● Goal of the exercise: Which lines run from the one containing "thumb mcp: (1162, 799)" to the last line of the entries? Return them exactly, with nothing more.

___ Provided data ___

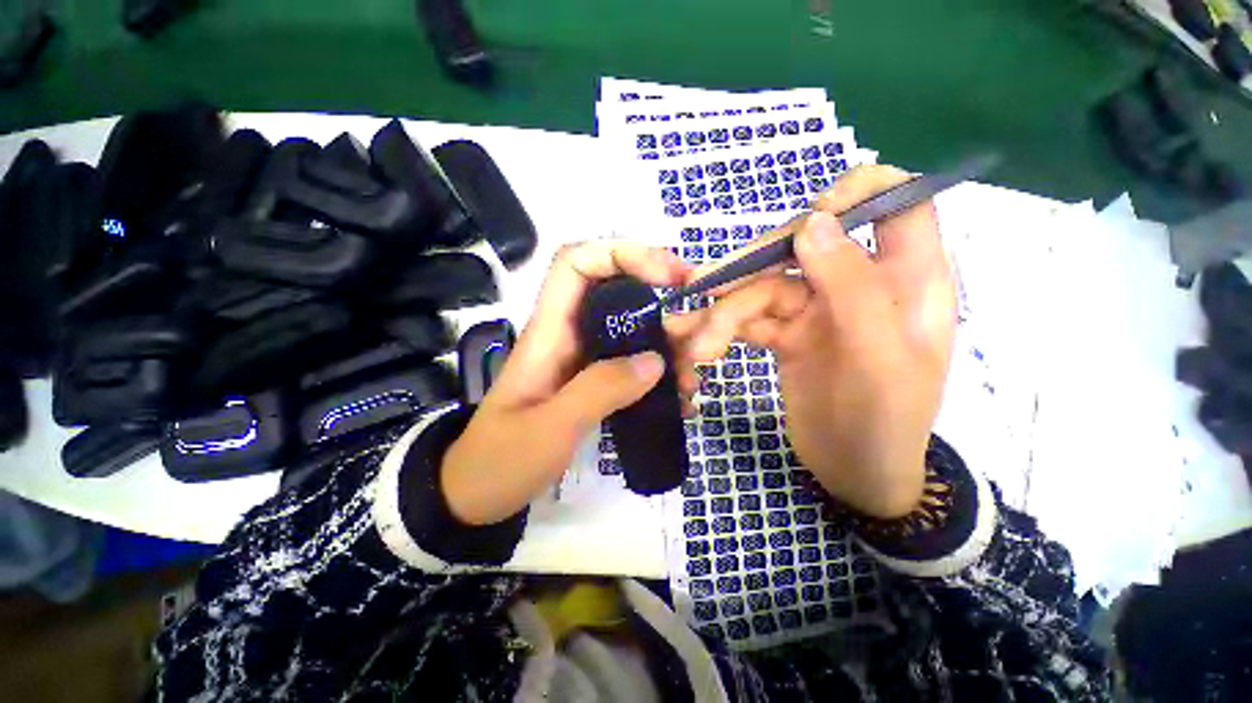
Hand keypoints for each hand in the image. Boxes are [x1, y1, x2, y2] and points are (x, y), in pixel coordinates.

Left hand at [441, 242, 693, 525]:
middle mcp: (570, 336)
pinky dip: (661, 376)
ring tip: (691, 381)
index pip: (577, 264)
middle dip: (661, 303)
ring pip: (633, 332)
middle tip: (697, 332)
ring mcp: (585, 360)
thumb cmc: (502, 460)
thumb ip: (600, 390)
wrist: (479, 495)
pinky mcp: (594, 383)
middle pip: (618, 293)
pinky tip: (679, 401)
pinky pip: (634, 366)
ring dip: (669, 348)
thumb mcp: (550, 428)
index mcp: (550, 332)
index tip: (667, 275)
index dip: (622, 255)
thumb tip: (655, 362)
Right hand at [668, 166, 956, 517]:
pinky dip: (721, 330)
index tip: (808, 222)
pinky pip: (749, 318)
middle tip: (702, 288)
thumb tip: (813, 222)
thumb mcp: (879, 358)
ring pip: (763, 287)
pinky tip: (698, 346)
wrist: (855, 473)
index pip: (895, 203)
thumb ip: (854, 287)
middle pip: (800, 247)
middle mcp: (859, 283)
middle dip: (749, 269)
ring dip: (724, 312)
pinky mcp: (787, 333)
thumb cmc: (885, 420)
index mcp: (906, 278)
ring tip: (695, 343)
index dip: (854, 194)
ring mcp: (817, 308)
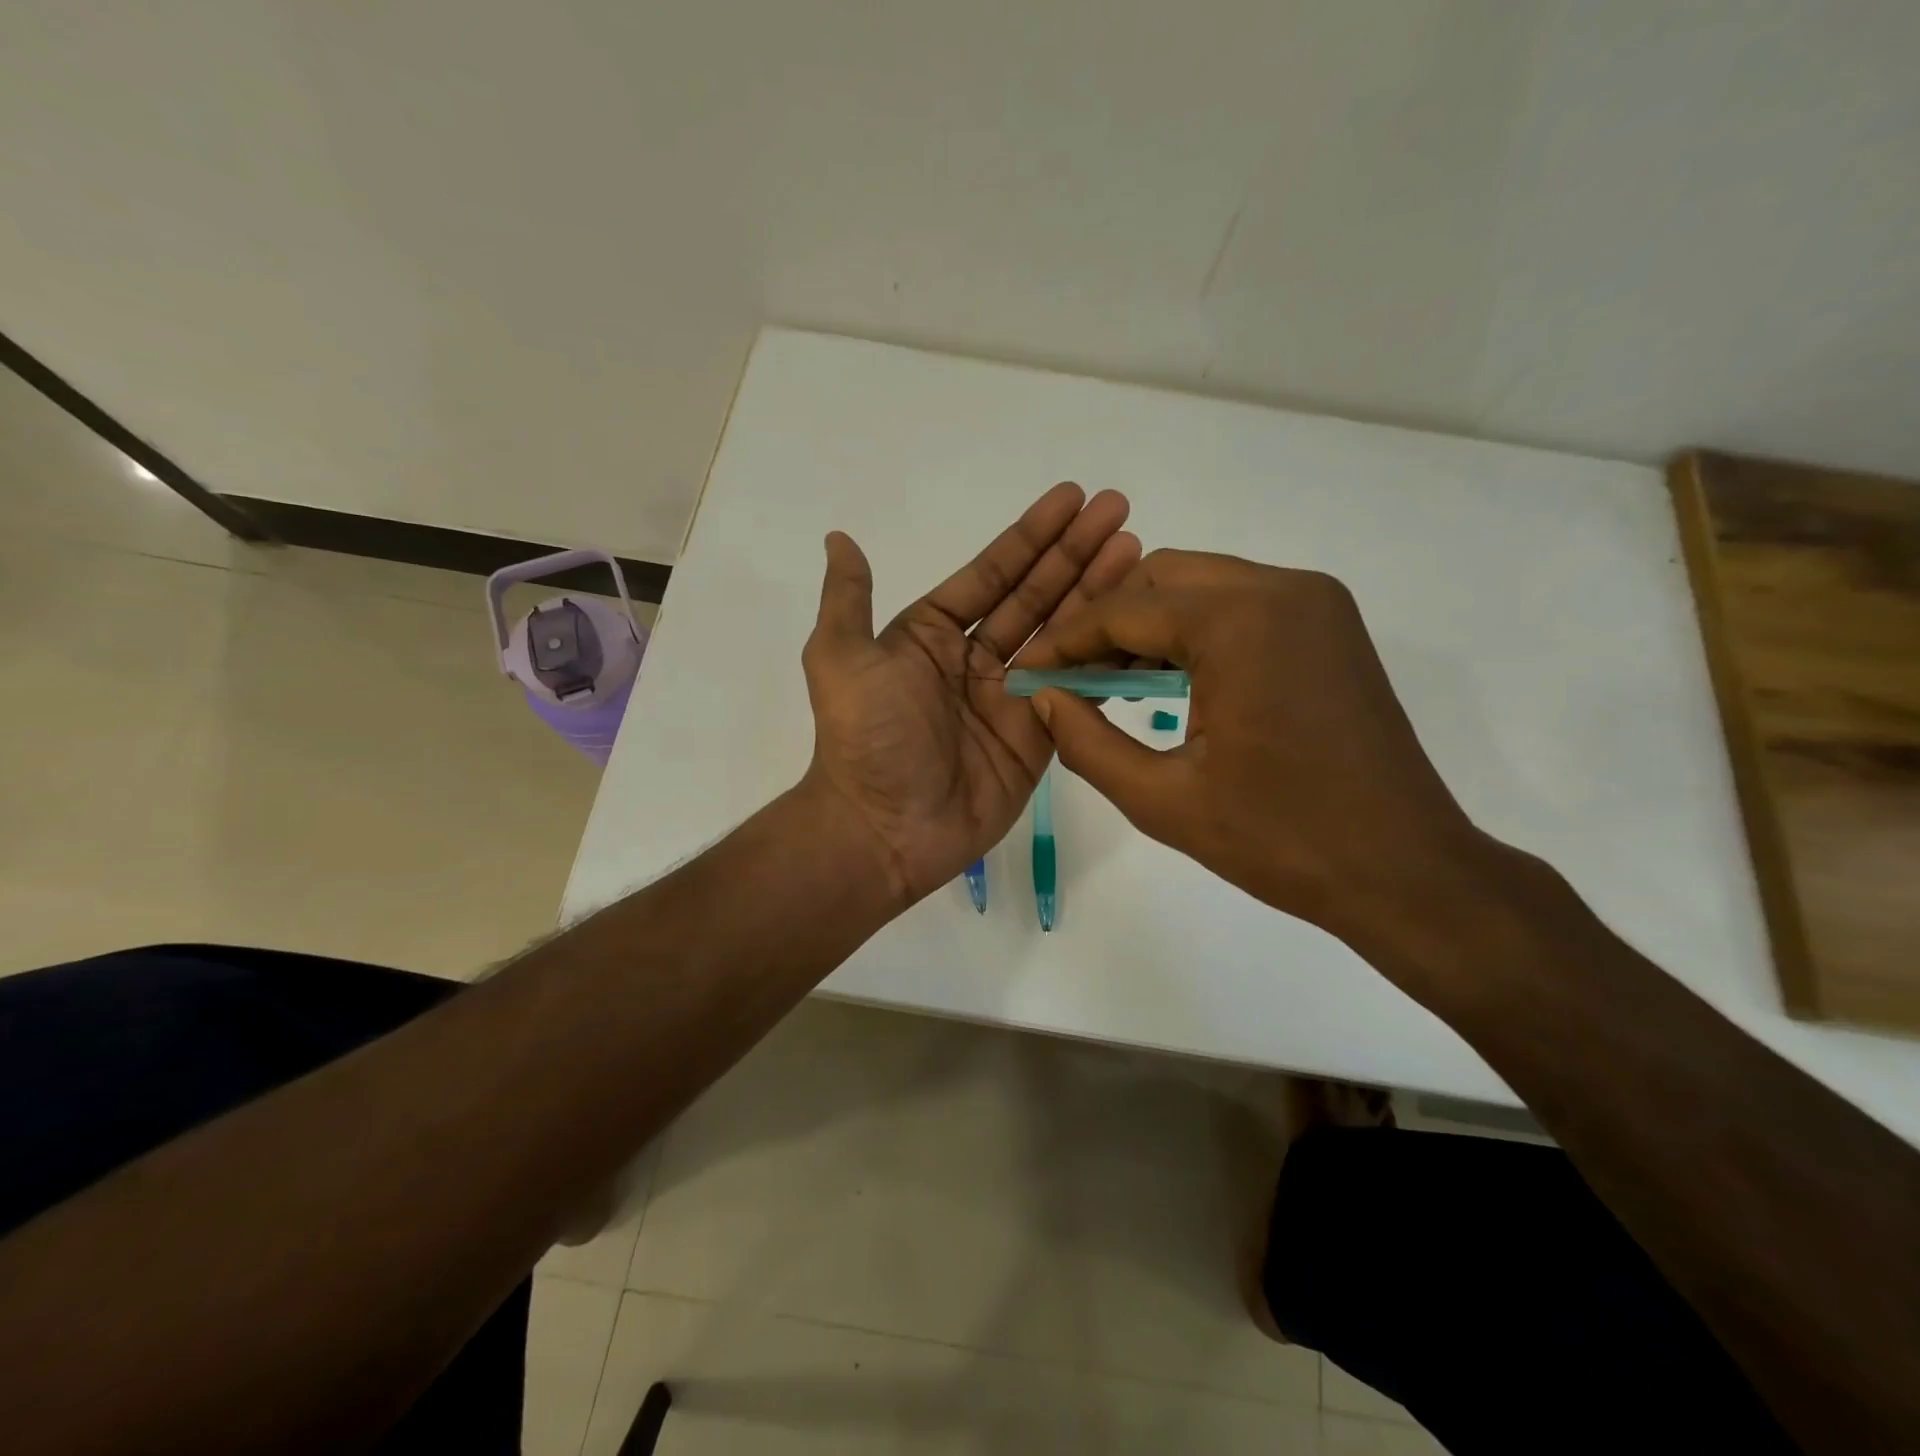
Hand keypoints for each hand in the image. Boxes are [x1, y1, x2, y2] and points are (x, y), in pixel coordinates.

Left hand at [800, 483, 1138, 909]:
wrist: (884, 828)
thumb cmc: (865, 737)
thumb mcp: (840, 657)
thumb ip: (848, 598)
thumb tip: (839, 538)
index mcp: (932, 635)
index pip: (992, 574)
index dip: (1031, 536)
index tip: (1072, 498)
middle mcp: (975, 660)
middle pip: (1034, 596)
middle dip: (1075, 553)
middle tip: (1119, 510)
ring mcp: (1011, 698)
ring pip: (1062, 636)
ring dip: (1097, 592)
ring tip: (1137, 551)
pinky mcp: (1038, 737)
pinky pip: (1076, 690)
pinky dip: (1105, 657)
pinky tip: (1136, 623)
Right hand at [1020, 550, 1497, 953]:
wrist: (1403, 871)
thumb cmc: (1280, 840)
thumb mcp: (1162, 799)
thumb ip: (1086, 742)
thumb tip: (1043, 699)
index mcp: (1239, 622)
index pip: (1124, 609)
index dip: (1066, 639)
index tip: (1028, 670)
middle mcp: (1282, 588)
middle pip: (1162, 579)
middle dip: (1107, 623)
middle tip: (1070, 679)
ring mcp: (1315, 603)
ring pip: (1201, 587)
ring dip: (1149, 627)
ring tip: (1111, 686)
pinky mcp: (1330, 626)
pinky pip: (1240, 606)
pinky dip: (1194, 633)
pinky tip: (1170, 684)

___

● Solution:
thumb mcp: (1162, 799)
thumb ip: (1086, 742)
thumb tip: (1043, 699)
index mcp: (1239, 622)
index pip: (1124, 609)
index dip: (1066, 639)
index tip: (1028, 670)
middle mcp: (1282, 588)
middle pip: (1162, 579)
middle dip: (1107, 623)
middle tip: (1070, 679)
ring mcp: (1315, 603)
ring pip: (1201, 587)
ring dip: (1149, 627)
ring tip: (1111, 686)
pinky mcp: (1330, 626)
pinky pip: (1240, 606)
pinky dip: (1194, 633)
pinky tip: (1170, 684)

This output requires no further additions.